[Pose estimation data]
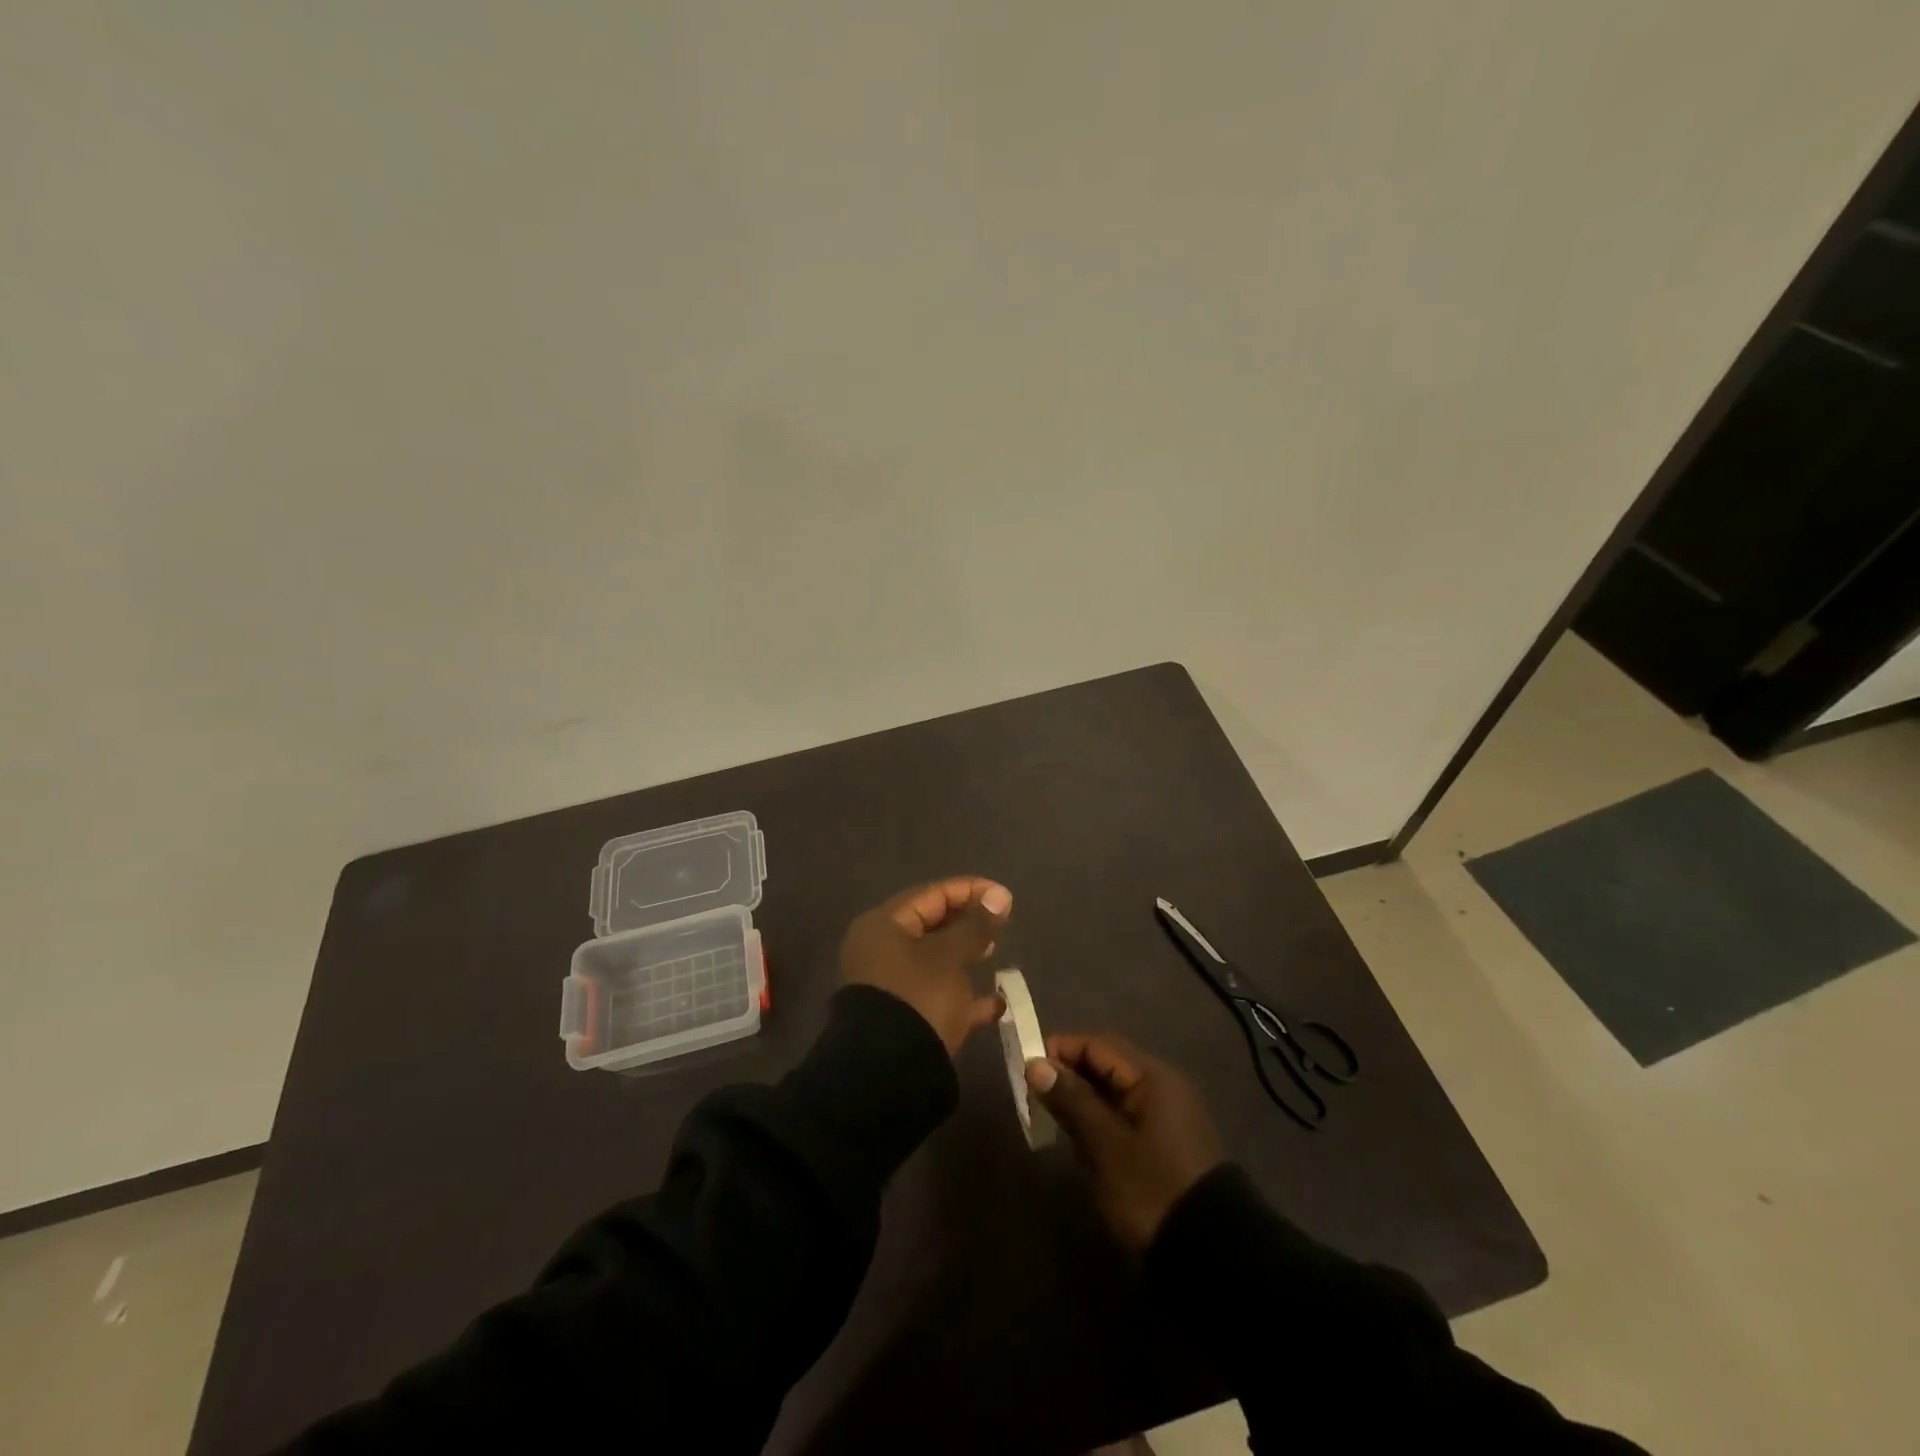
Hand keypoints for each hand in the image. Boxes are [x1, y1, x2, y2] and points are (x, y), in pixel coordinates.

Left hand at [839, 878, 1012, 1055]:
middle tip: (1000, 923)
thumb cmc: (919, 997)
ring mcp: (889, 986)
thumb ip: (976, 925)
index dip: (970, 891)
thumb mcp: (950, 956)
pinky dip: (962, 996)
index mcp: (884, 926)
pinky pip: (936, 996)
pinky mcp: (901, 1018)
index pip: (931, 894)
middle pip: (930, 925)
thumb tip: (999, 896)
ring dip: (965, 957)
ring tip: (994, 954)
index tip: (1004, 896)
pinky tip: (995, 1005)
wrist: (889, 1073)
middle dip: (967, 923)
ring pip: (934, 961)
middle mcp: (880, 950)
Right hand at [1027, 1032, 1223, 1250]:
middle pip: (1106, 1065)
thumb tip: (1036, 1064)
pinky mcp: (1165, 1142)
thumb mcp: (1106, 1145)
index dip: (1061, 1050)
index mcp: (1153, 1077)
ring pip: (1113, 1092)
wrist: (1210, 1256)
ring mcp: (1166, 1115)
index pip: (1098, 1045)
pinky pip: (1124, 1116)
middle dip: (1069, 1077)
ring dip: (1082, 1102)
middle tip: (1035, 1099)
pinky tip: (1081, 1144)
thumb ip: (1071, 1100)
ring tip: (1053, 1123)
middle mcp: (1162, 1086)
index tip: (1027, 1069)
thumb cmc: (1152, 1190)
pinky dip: (1099, 1122)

* ACTIVITY
Word for word, print every record, and leave out any picture.

* WRITTEN SOLUTION
Hand keypoints for each hand in the image. Boxes are [x1, y1, x2, y2] and points are (x, y), in pixel coordinates.

Left hand at [839, 878, 1012, 1055]:
middle tip: (1000, 923)
thumb cmc: (919, 997)
ring mcp: (889, 986)
thumb ip: (976, 925)
index dip: (970, 891)
thumb mcp: (950, 956)
pinky dip: (962, 996)
index mcp: (884, 926)
pinky pip: (936, 996)
pinky mcp: (901, 1018)
index pip: (931, 894)
middle pip: (930, 925)
thumb tip: (999, 896)
ring dip: (965, 957)
ring tip: (994, 954)
index tip: (1004, 896)
pinky tip: (995, 1005)
wrist: (889, 1073)
middle dip: (967, 923)
ring pip: (934, 961)
middle mcp: (880, 950)
Right hand at [1027, 1032, 1223, 1250]:
middle pip: (1106, 1065)
thumb tip: (1036, 1064)
pinky mcp: (1165, 1142)
thumb mcp: (1106, 1145)
index dip: (1061, 1050)
index mcp: (1153, 1077)
ring pip: (1113, 1092)
wrist: (1210, 1256)
ring mcp: (1166, 1115)
index pip: (1098, 1045)
pinky pip: (1124, 1116)
middle dip: (1069, 1077)
ring dip: (1082, 1102)
middle tip: (1035, 1099)
pinky tip: (1081, 1144)
thumb ip: (1071, 1100)
ring tip: (1053, 1123)
middle mcp: (1162, 1086)
index tip: (1027, 1069)
thumb cmc: (1152, 1190)
pinky dip: (1099, 1122)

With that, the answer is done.